What to do: Please find all lines containing "ring" in the listing below and copy them.

Records supplied:

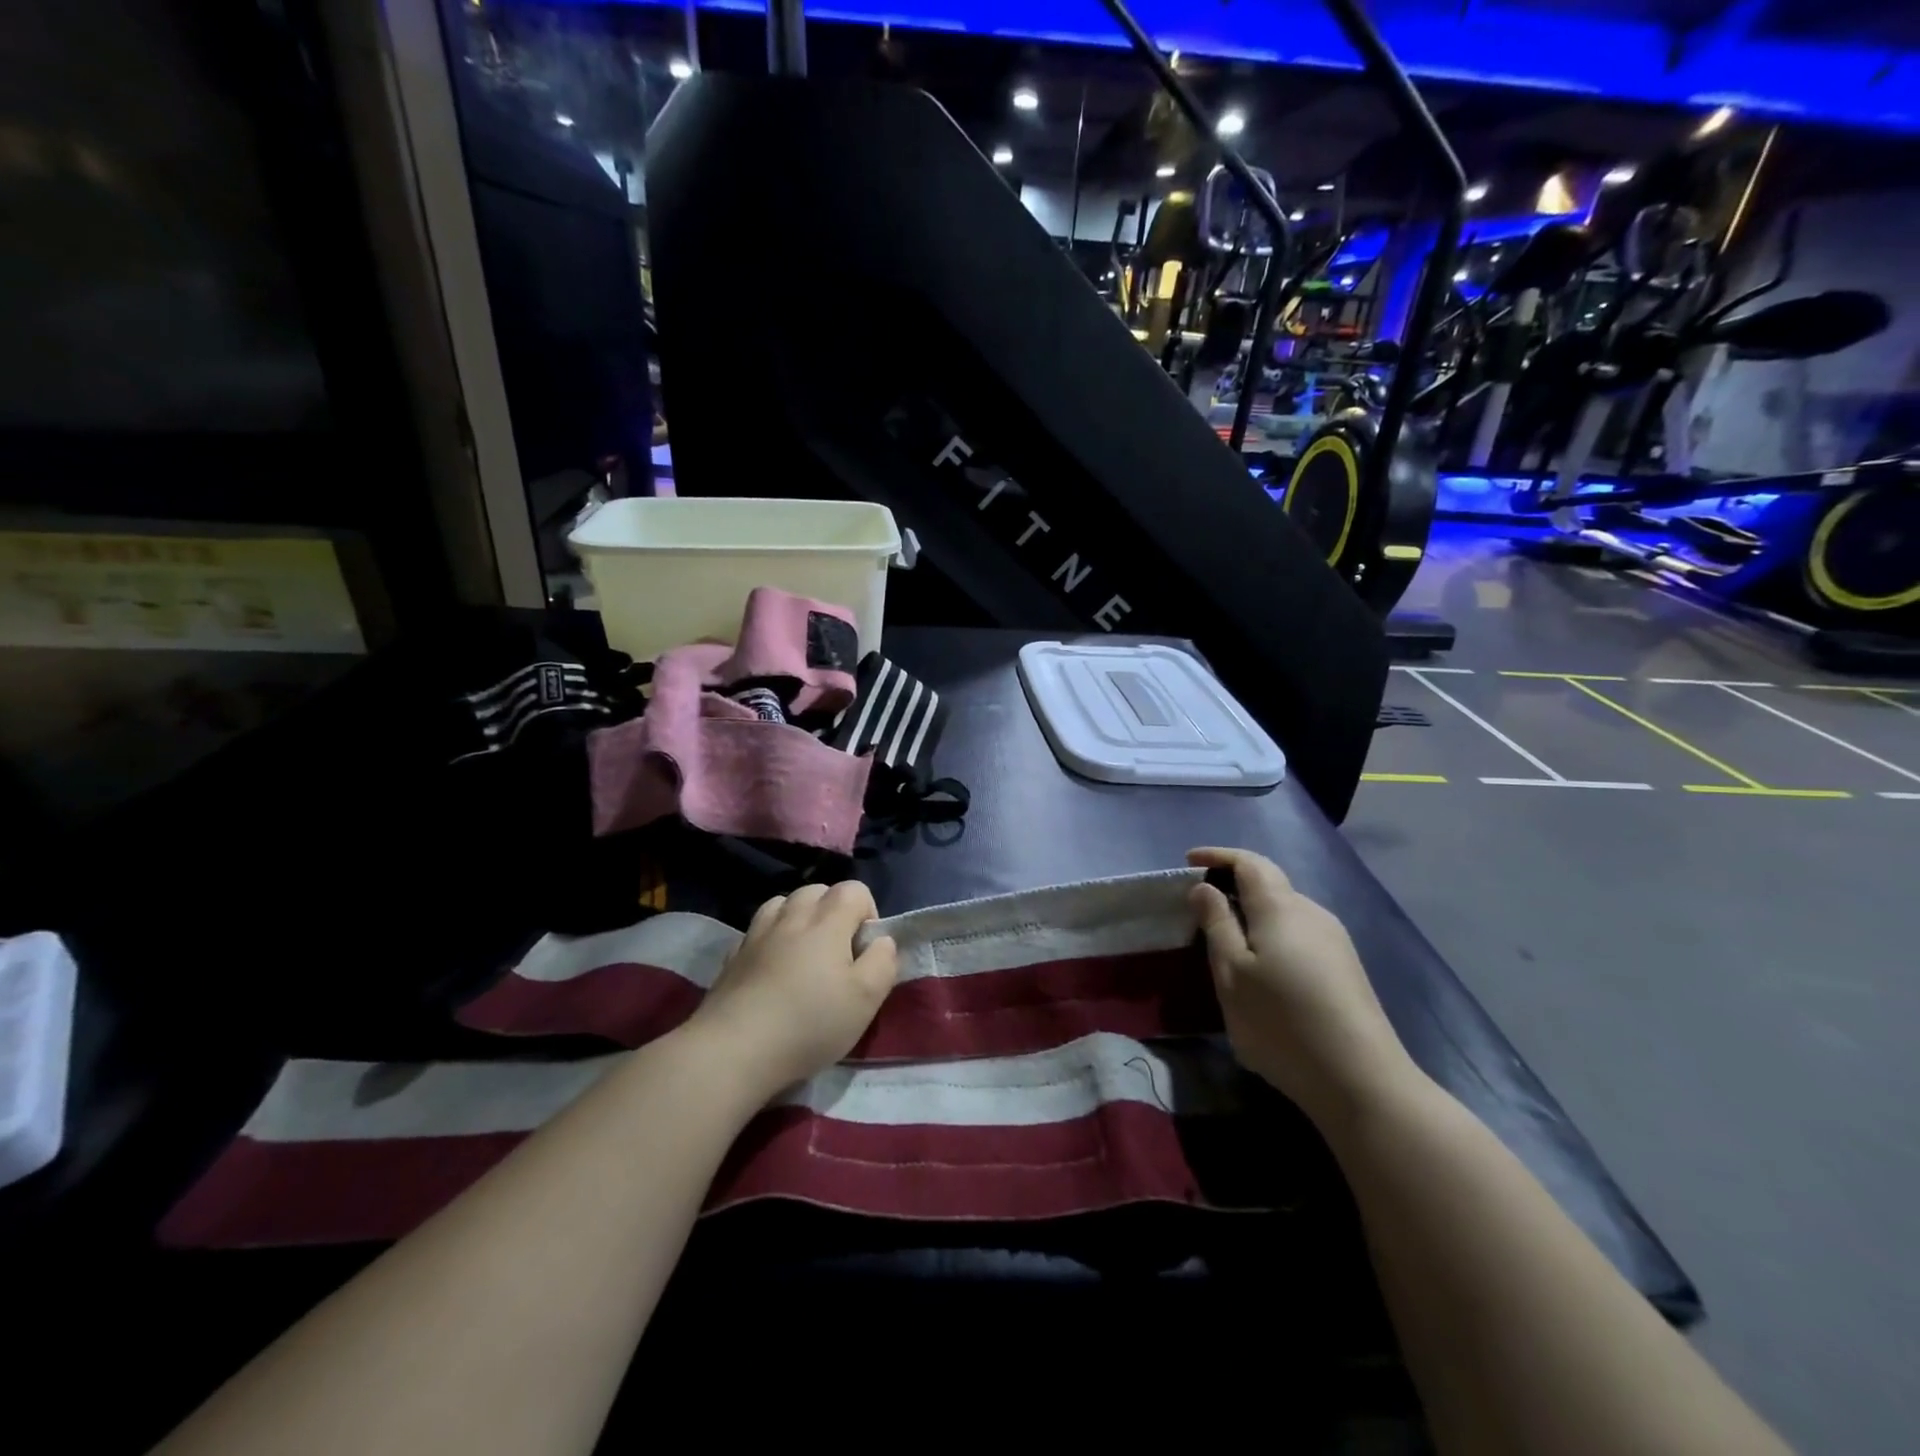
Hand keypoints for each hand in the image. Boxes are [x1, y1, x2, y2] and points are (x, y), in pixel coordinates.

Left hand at [690, 881, 898, 1100]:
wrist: (733, 1049)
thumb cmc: (809, 1023)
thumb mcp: (866, 999)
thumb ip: (883, 962)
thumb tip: (881, 941)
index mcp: (827, 921)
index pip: (855, 889)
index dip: (867, 914)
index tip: (865, 951)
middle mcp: (791, 916)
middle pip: (817, 890)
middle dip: (833, 912)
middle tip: (837, 954)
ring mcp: (757, 933)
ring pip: (784, 904)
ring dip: (799, 919)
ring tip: (804, 956)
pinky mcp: (733, 955)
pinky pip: (758, 931)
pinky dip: (771, 939)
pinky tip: (772, 970)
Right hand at [1188, 847, 1417, 1126]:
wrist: (1362, 1080)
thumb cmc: (1282, 1023)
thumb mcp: (1231, 974)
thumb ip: (1216, 924)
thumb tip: (1204, 887)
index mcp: (1280, 908)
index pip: (1249, 862)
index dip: (1217, 855)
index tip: (1188, 860)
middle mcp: (1312, 913)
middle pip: (1269, 884)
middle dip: (1233, 885)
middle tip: (1200, 906)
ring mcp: (1334, 940)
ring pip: (1284, 911)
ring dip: (1252, 913)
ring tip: (1225, 940)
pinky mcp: (1345, 967)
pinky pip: (1298, 934)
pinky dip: (1271, 934)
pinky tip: (1262, 968)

Response area:
ring mcp: (757, 933)
ring pip: (784, 904)
ring dip: (799, 919)
ring tip: (804, 956)
ring mcp: (1334, 940)
ring pip: (1284, 911)
ring dip: (1252, 913)
ring tip: (1225, 940)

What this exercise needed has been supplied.